The prolific Twitter user knows from experience what might be the best for the social media platform.
Loukia Papadopoulos
Elon Musk and Twitter logo.1, 2

It was just six days ago that Elon Musk was reported to buy 73,486,938 Twitter shares on March 14, amounting to a 9.2 percent stake in Twitter. The stake made Elon Musk one of Twitter's largest shareholders as he now owns more than four times Twitter founder Jack Dorsey's holding of 2.25 percent.

Five days ago, it was reported that Musk officially became part of Twitter's board of directors. Since then, he has begun offering a slew of suggestions for changes to be made to the social media platform, according to a series of Tweets published on Sunday.

Tweeting about changes

More specifically, he is seeking to make changes to Twitter Blue, the social media giant’s first subscription service. Naturally, he shared his ideas for those changes on Twitter. 

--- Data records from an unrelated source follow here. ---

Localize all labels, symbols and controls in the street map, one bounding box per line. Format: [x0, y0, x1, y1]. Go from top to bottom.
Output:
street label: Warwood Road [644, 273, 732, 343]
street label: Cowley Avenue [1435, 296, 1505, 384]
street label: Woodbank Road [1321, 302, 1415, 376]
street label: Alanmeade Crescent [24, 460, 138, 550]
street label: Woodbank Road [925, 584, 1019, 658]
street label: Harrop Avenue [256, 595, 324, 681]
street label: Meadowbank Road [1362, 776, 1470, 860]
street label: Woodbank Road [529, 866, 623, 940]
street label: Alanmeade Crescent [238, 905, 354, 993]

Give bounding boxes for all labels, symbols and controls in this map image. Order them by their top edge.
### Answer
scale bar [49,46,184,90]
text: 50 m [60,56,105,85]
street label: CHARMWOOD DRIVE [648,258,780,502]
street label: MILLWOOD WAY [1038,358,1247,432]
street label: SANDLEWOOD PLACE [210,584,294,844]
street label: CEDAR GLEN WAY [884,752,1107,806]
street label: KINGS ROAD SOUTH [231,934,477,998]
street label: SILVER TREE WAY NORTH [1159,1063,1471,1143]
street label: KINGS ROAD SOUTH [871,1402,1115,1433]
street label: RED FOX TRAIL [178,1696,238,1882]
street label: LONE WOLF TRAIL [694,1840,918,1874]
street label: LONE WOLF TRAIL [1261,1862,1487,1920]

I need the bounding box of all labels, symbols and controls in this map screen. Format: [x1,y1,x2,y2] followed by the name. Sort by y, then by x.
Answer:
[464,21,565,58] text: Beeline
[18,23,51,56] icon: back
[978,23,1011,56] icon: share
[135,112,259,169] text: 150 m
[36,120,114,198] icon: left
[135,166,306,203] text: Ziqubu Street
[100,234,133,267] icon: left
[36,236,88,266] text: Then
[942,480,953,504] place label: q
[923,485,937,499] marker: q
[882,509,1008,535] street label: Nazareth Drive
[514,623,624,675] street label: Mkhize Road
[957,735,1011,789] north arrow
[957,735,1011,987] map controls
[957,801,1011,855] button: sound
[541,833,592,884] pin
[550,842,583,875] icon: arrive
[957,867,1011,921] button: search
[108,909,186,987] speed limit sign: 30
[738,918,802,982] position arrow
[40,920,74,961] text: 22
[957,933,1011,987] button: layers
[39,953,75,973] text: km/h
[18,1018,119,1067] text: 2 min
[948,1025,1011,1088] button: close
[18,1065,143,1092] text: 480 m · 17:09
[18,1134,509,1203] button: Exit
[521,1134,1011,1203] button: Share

“Everyone who signs up for Twitter Blue (ie pays $3/month) should get an authentication checkmark,” he tweeted. “Price should probably be ~$2/month, but paid 12 months up front & account doesn’t get checkmark for 60 days (watch for CC chargebacks) & suspended with no refund if used for scam/spam,” he added.

“And no ads. The power of corporations to dictate policy is greatly enhanced if Twitter depends on advertising money to survive,” he explained. Next, he tackled the matter of pricing stating it“should be proportionate to affordability & in local currency.”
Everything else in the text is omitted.